Data provided Start Marker
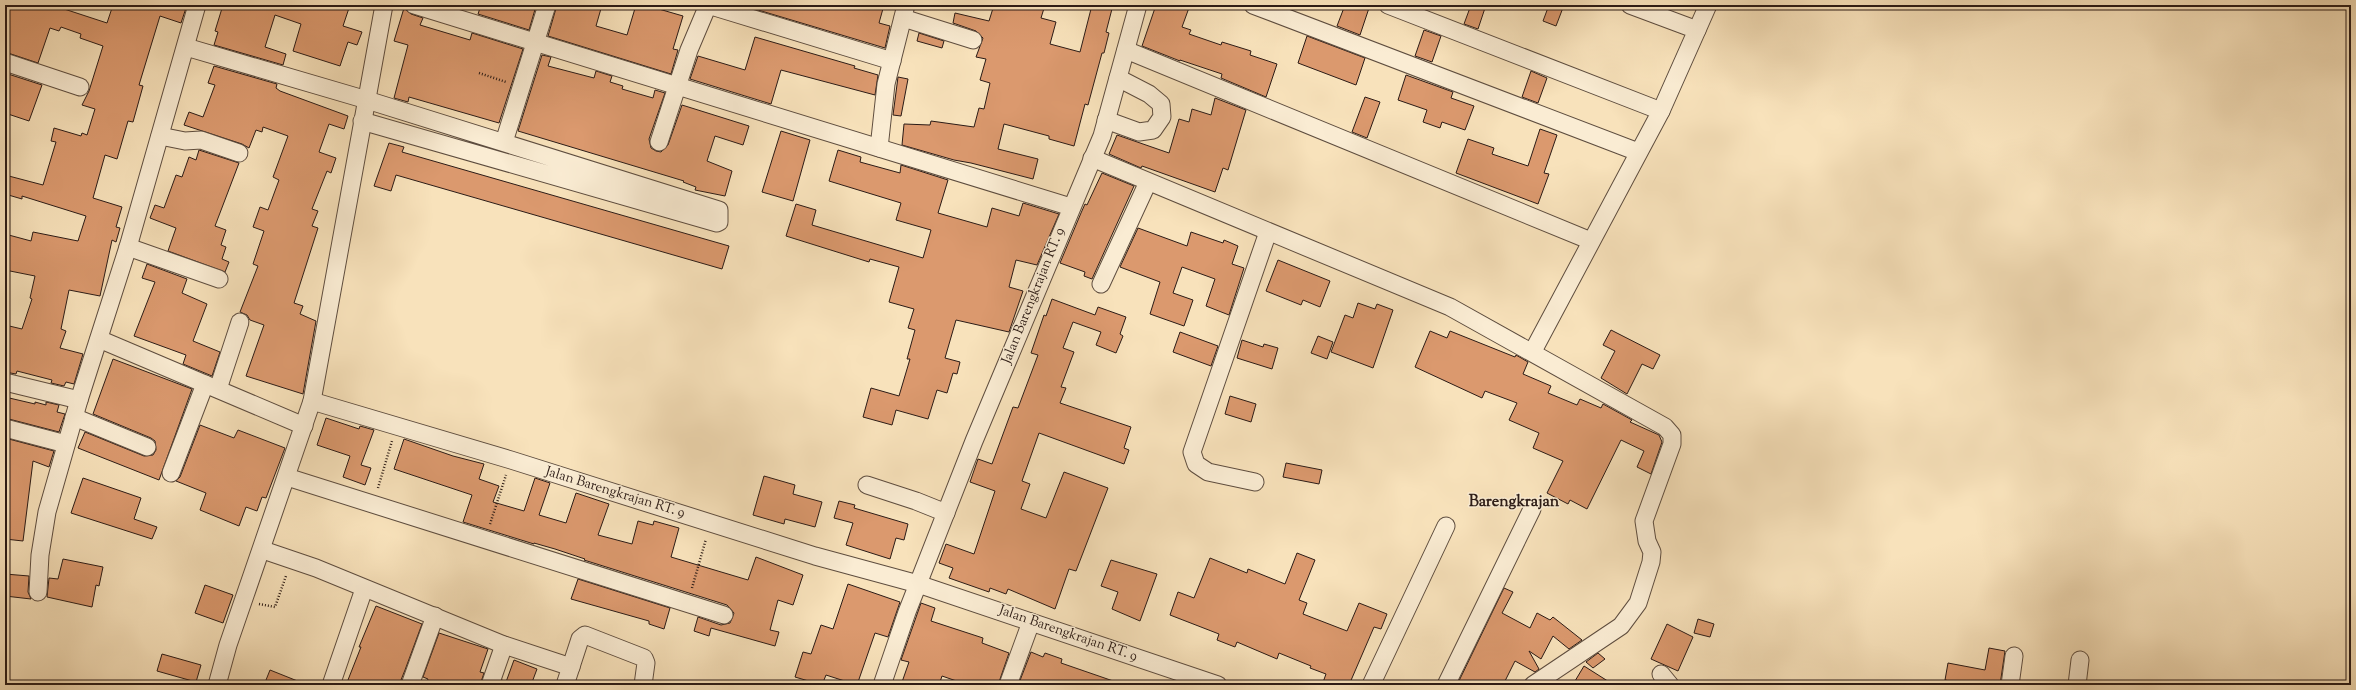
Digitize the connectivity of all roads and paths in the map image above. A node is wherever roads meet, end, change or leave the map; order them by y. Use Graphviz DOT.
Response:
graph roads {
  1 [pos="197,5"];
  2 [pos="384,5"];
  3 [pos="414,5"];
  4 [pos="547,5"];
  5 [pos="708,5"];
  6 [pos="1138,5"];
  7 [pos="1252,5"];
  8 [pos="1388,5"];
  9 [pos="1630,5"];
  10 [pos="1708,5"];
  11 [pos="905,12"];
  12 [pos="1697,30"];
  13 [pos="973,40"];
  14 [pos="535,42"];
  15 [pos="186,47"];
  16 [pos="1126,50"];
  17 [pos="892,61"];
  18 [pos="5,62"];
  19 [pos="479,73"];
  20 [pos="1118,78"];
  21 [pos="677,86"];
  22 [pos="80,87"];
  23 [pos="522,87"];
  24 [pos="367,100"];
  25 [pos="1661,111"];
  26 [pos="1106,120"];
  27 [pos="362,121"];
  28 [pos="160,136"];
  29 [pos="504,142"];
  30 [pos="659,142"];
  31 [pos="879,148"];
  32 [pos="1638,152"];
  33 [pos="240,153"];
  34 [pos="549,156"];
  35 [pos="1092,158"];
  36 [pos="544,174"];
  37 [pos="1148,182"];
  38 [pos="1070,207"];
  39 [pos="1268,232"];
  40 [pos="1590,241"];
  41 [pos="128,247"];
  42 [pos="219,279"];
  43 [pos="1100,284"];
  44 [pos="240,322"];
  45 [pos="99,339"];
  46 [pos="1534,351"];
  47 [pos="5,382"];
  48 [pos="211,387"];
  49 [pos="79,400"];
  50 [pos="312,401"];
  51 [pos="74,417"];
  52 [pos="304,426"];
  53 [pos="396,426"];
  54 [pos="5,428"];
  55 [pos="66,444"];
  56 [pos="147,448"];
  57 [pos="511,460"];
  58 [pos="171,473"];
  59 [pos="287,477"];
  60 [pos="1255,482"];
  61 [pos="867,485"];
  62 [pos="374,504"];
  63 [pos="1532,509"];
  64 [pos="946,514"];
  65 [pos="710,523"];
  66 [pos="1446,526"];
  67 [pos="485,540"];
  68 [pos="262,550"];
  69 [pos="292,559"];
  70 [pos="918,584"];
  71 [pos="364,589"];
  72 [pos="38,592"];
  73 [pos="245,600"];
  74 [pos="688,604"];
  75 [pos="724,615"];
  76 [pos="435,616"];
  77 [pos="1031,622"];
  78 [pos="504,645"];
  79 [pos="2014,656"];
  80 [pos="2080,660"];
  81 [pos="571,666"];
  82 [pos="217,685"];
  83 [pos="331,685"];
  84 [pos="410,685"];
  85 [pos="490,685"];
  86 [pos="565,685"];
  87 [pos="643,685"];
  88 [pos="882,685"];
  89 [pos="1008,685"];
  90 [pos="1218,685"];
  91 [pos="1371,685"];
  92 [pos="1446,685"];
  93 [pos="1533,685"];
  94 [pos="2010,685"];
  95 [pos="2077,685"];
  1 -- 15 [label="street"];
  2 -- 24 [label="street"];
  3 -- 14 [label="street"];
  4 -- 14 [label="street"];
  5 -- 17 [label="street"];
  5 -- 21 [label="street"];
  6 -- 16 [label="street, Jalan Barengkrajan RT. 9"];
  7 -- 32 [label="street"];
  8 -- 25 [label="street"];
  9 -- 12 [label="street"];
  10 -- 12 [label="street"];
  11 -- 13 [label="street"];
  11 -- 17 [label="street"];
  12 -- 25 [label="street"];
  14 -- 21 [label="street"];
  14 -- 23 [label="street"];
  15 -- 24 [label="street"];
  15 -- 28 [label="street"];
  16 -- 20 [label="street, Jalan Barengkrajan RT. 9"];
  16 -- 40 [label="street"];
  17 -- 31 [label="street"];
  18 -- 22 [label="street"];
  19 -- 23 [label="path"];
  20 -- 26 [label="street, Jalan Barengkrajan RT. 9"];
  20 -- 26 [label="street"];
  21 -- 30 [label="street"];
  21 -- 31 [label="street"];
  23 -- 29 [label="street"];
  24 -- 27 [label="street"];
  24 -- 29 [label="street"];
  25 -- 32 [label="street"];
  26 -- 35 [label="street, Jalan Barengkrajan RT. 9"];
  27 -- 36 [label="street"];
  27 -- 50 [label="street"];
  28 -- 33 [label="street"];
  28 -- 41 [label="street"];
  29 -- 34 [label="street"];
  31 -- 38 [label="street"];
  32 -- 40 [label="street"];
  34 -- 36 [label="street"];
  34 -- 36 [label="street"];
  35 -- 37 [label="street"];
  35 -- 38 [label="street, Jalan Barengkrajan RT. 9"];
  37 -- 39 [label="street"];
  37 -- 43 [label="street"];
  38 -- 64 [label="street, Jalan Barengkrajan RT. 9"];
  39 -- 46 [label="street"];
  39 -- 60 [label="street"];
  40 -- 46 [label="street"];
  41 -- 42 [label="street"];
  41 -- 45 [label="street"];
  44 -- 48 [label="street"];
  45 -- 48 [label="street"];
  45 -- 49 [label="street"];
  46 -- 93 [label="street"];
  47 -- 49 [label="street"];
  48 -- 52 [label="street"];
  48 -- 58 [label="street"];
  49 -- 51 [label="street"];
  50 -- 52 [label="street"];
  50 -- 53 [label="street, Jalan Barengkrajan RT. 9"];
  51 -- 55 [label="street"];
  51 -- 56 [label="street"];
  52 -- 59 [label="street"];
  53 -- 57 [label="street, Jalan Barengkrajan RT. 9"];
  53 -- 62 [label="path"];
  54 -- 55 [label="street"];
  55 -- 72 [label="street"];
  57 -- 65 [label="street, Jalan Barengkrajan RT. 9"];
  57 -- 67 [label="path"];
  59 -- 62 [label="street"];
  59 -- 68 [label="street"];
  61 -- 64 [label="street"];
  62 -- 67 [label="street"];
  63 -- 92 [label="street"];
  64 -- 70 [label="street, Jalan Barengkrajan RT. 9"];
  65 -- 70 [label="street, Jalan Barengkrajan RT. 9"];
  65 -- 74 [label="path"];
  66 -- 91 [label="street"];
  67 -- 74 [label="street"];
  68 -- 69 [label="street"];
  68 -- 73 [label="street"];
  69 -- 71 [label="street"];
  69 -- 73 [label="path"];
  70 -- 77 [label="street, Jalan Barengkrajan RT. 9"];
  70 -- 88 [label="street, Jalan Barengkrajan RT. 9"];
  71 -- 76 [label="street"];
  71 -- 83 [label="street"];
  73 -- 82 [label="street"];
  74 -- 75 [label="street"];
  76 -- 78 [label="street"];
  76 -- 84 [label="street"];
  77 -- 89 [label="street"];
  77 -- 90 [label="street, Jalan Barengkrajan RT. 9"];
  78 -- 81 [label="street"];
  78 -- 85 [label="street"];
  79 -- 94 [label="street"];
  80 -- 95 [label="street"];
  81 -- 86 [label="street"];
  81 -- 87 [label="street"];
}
Data provided End Marker
Data provided Start Marker
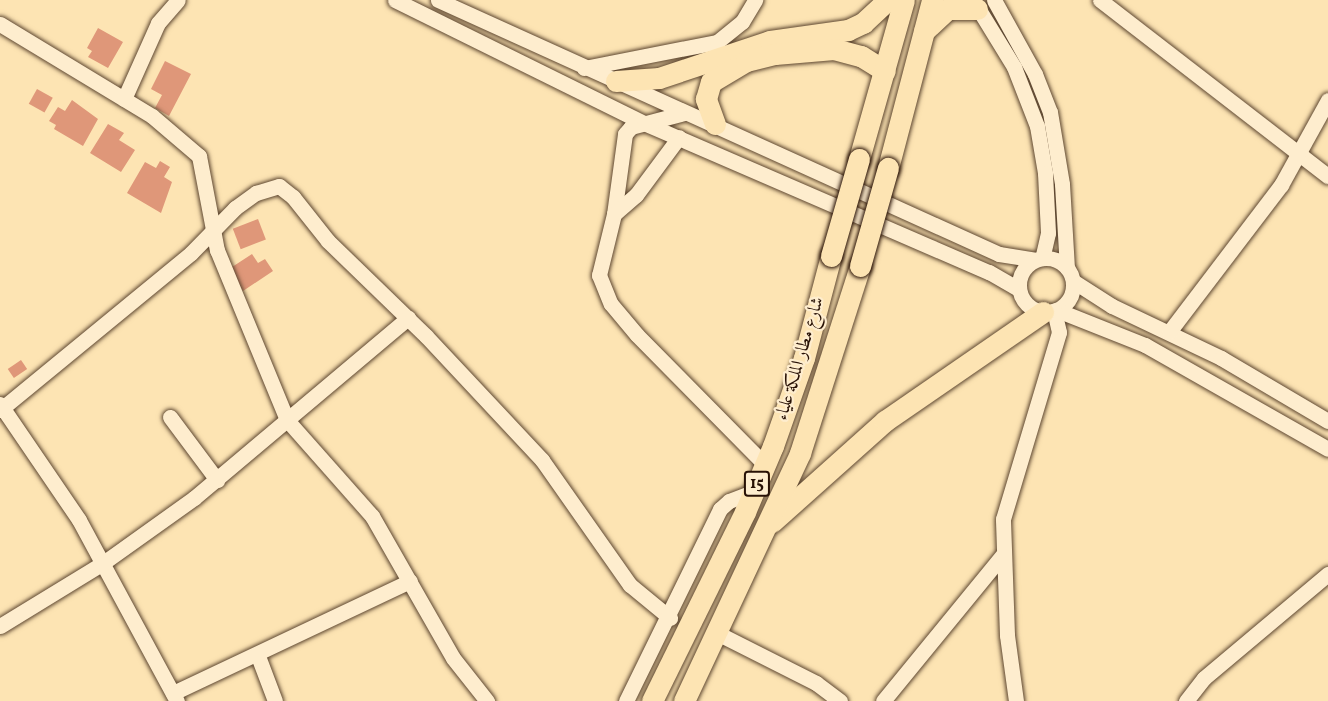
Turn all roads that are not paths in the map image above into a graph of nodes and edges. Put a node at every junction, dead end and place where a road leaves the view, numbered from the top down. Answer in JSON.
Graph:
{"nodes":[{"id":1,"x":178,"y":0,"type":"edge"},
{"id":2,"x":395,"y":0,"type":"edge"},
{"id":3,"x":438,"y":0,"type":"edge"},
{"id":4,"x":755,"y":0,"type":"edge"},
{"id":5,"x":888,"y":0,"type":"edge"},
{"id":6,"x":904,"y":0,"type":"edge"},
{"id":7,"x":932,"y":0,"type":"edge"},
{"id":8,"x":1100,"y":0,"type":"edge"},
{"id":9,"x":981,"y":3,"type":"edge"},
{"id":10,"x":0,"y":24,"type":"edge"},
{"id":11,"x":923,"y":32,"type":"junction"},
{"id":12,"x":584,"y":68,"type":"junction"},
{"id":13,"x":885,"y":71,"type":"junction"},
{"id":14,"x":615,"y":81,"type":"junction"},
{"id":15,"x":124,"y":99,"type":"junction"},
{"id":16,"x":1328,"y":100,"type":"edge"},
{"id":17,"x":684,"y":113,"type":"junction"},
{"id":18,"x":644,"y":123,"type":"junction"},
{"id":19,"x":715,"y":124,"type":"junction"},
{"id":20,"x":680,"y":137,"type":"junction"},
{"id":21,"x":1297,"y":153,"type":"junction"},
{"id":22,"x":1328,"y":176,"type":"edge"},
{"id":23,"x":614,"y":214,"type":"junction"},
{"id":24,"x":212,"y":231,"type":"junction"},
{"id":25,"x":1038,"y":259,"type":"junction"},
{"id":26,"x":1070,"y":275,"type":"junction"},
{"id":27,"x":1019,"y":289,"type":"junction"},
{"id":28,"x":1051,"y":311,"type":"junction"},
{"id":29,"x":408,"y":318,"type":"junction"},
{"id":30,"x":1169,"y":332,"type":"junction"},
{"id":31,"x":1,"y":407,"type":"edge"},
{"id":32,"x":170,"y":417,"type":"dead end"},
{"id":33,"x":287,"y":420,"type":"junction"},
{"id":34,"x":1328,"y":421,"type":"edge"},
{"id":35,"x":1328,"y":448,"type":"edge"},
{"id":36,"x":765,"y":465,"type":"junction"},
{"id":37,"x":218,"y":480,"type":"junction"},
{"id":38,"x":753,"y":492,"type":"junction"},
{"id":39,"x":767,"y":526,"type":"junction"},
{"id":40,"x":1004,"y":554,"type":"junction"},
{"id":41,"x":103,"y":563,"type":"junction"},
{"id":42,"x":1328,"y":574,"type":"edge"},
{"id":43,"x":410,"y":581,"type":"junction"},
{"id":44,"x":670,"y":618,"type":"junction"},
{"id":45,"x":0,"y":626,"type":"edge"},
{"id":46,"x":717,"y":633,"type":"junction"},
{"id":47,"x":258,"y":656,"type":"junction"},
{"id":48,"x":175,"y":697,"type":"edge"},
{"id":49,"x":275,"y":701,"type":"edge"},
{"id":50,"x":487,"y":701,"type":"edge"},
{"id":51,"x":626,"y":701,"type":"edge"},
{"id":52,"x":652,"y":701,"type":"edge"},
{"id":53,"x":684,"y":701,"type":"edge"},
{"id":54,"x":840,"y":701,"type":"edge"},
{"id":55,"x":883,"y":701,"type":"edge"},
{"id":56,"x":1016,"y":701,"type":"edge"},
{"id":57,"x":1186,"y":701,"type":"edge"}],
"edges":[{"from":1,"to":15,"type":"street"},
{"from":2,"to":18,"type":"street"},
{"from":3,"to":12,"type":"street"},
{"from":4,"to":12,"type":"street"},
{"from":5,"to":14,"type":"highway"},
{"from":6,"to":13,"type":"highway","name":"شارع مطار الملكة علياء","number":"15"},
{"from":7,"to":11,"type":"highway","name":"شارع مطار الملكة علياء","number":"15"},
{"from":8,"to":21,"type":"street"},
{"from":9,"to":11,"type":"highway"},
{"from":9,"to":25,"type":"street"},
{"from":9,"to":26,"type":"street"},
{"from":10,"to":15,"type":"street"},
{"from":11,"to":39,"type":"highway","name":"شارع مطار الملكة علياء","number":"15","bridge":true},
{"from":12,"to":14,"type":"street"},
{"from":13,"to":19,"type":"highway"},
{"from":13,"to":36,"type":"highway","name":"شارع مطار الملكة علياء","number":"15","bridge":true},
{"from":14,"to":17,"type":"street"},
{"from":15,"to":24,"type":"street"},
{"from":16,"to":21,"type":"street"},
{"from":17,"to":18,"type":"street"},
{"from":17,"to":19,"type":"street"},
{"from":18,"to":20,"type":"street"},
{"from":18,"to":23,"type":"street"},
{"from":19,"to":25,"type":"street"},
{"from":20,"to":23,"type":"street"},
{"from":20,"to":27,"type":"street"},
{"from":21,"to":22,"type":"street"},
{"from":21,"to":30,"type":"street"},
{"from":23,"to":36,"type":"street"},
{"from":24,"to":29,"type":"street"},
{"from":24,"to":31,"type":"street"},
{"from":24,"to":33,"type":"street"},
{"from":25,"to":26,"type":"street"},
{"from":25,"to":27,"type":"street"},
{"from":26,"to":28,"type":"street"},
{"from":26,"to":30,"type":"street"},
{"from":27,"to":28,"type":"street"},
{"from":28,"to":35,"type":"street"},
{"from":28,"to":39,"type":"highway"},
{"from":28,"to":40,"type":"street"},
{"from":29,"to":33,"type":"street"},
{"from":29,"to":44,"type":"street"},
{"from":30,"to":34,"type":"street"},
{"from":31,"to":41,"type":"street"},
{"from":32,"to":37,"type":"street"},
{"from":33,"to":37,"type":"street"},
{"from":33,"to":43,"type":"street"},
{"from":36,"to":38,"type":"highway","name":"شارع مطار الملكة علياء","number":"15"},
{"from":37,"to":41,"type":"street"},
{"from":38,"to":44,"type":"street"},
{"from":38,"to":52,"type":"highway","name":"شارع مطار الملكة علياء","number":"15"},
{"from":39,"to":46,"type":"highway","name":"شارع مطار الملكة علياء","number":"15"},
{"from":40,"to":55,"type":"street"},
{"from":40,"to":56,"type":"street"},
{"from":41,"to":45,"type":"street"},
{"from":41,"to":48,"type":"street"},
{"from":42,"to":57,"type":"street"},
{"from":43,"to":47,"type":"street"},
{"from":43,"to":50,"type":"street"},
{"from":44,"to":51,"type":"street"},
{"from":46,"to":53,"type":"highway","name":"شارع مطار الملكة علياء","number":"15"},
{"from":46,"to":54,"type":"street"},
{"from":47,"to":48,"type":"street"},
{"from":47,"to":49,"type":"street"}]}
Data provided End Marker
### Activity
Where does the word "highway" appear in the records? Copy every line that holds it.

### Output of the task
{"from":5,"to":14,"type":"highway"},
{"from":6,"to":13,"type":"highway","name":"شارع مطار الملكة علياء","number":"15"},
{"from":7,"to":11,"type":"highway","name":"شارع مطار الملكة علياء","number":"15"},
{"from":9,"to":11,"type":"highway"},
{"from":11,"to":39,"type":"highway","name":"شارع مطار الملكة علياء","number":"15","bridge":true},
{"from":13,"to":19,"type":"highway"},
{"from":13,"to":36,"type":"highway","name":"شارع مطار الملكة علياء","number":"15","bridge":true},
{"from":28,"to":39,"type":"highway"},
{"from":36,"to":38,"type":"highway","name":"شارع مطار الملكة علياء","number":"15"},
{"from":38,"to":52,"type":"highway","name":"شارع مطار الملكة علياء","number":"15"},
{"from":39,"to":46,"type":"highway","name":"شارع مطار الملكة علياء","number":"15"},
{"from":46,"to":53,"type":"highway","name":"شارع مطار الملكة علياء","number":"15"},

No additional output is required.